Collected data entries

▬▬▬▬▬▬▬▬▬▬

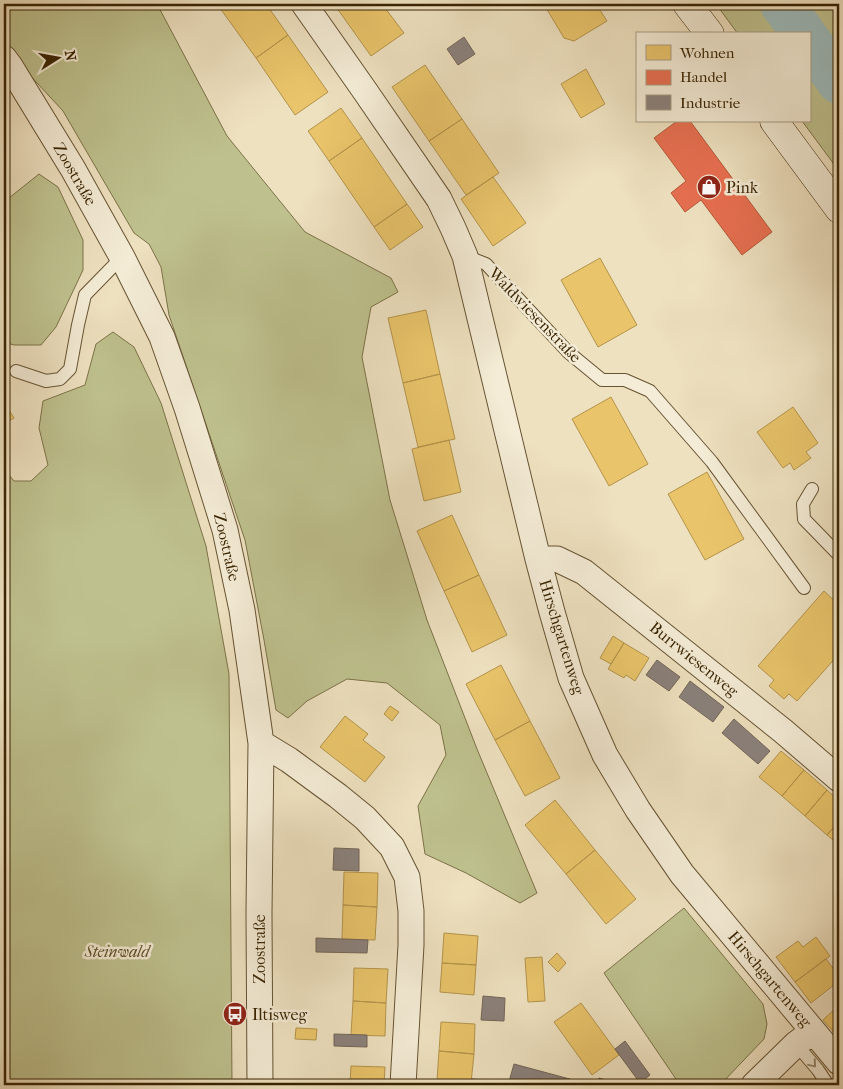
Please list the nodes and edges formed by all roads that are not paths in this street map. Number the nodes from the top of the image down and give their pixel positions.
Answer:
1 (304, 4) edge
2 (687, 4) edge
3 (708, 32) edge
4 (6, 63) edge
5 (775, 122) edge
6 (839, 209) edge
7 (465, 256) junction
8 (122, 257) junction
9 (16, 371) dead end
10 (812, 489) dead end
11 (839, 555) edge
12 (538, 559) junction
13 (804, 588) dead end
14 (261, 743) junction
15 (839, 779) edge
16 (805, 1038) junction
17 (839, 1062) edge
18 (260, 1085) edge
19 (403, 1085) edge
20 (754, 1085) edge
21 (828, 1085) edge

1 - 7 street
2 - 3 main road
4 - 8 street, Zoostraße
5 - 6 main road
7 - 12 street, Hirschgartenweg
7 - 13 lane, Waldwiesenstraße
8 - 9 lane
8 - 14 street, Zoostraße
10 - 11 lane
12 - 15 street, Burrwiesenweg
12 - 16 street, Hirschgartenweg
14 - 18 street, Zoostraße
14 - 19 street
16 - 17 street, Hirschgartenweg
16 - 20 street
16 -> 21 lane, Hirschgartenweg

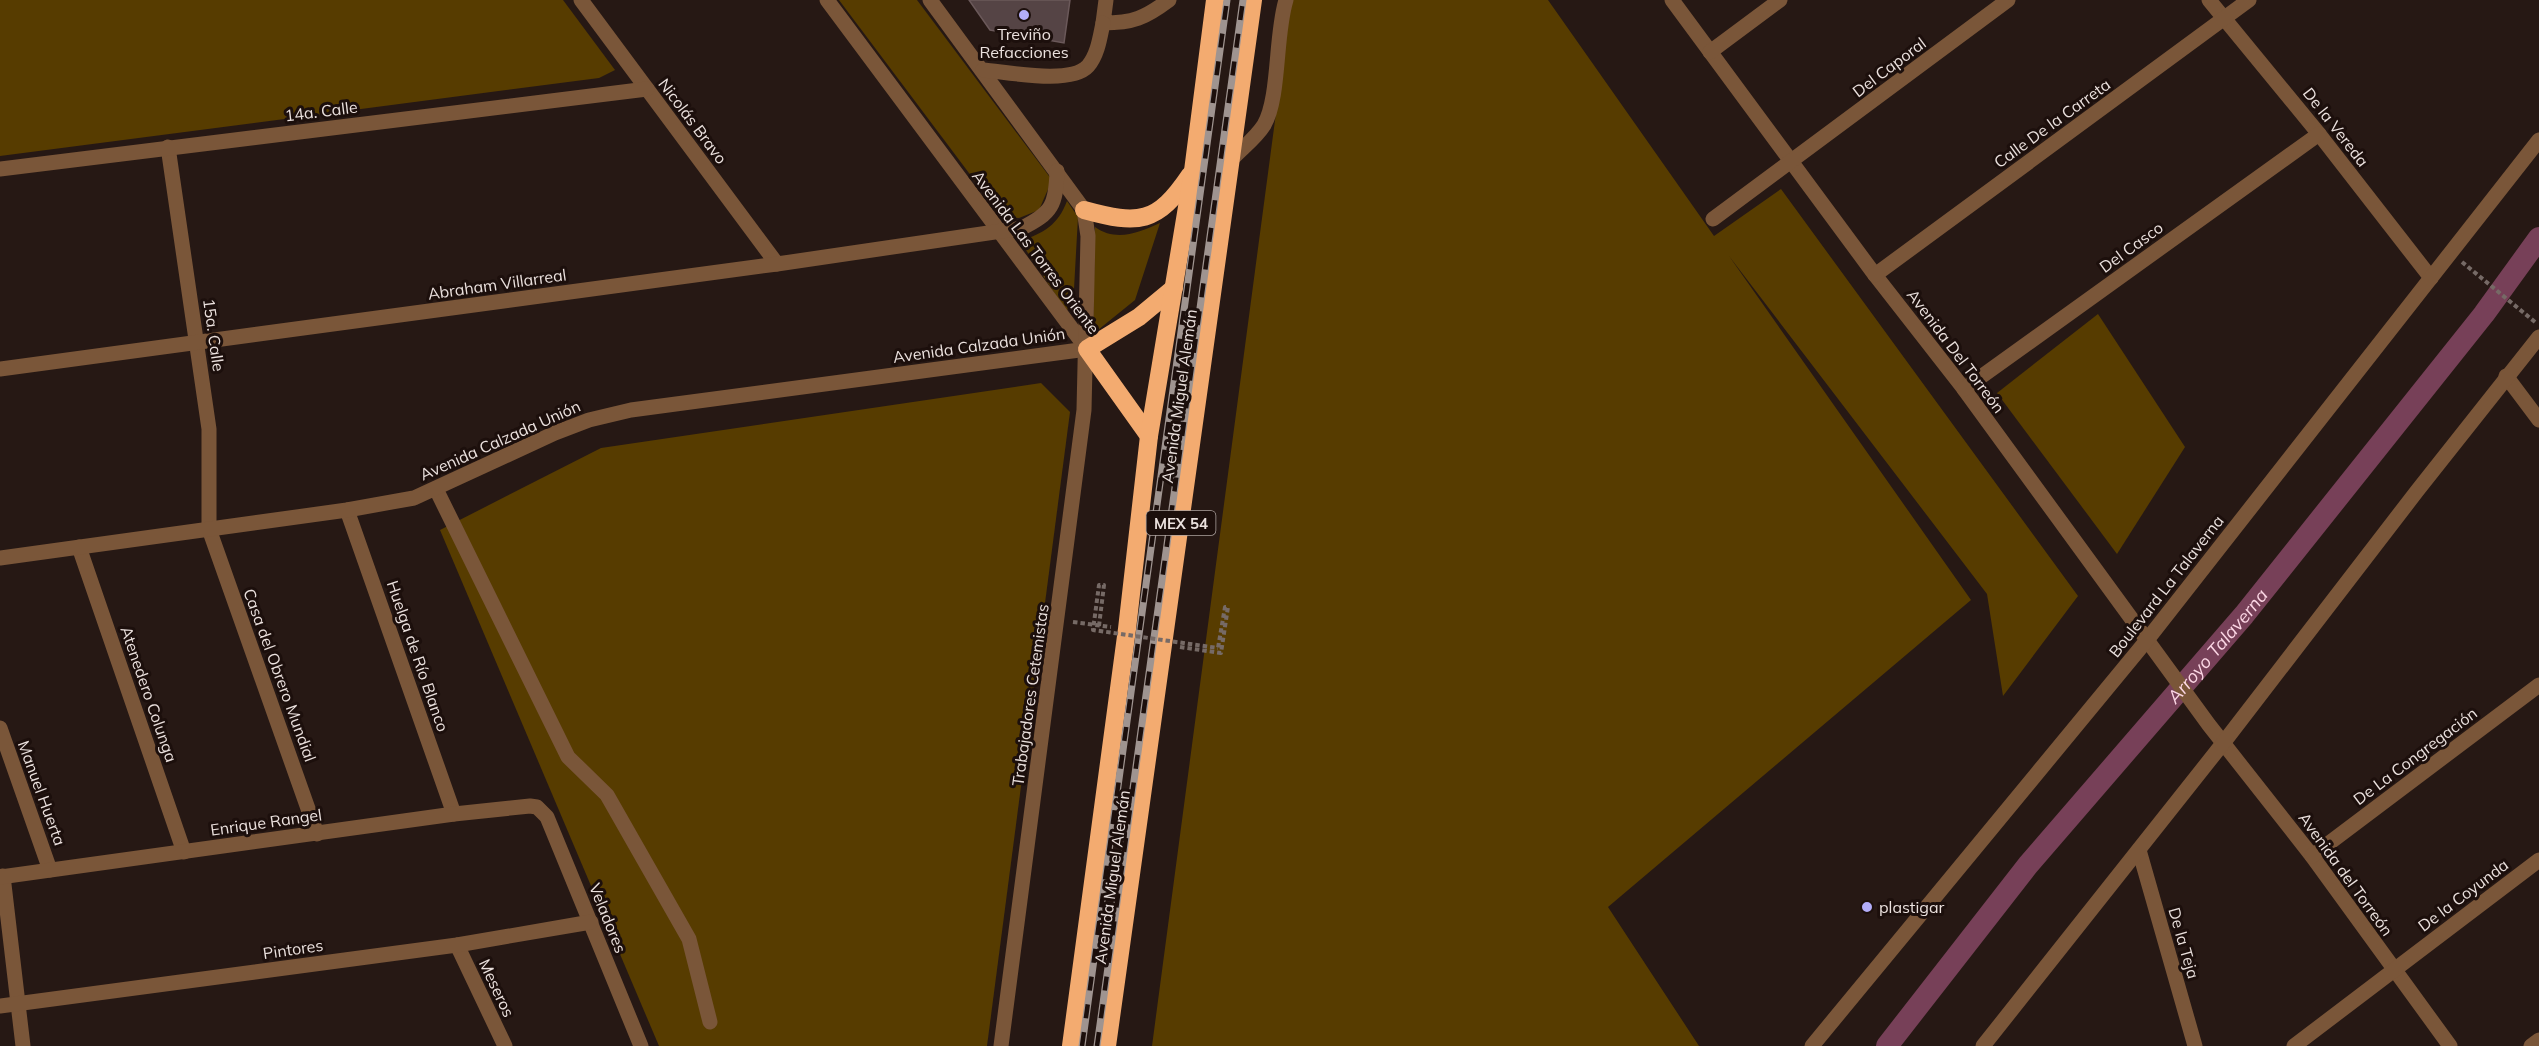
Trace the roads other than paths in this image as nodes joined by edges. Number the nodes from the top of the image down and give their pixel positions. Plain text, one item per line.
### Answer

▬▬▬▬▬▬▬▬▬▬

## WHAT IS EXPECTED
Go through the data above and return each line containing the string "paths".

## TASK RESPONSE
Please list the nodes and edges formed by all roads that are not paths in this street map. Number the nodes from the top of the image down and give their pixel positions.
Trace the roads other than paths in this image as nodes joined by edges. Number the nodes from the top of the image down and give their pixel positions. Plain text, one item per line.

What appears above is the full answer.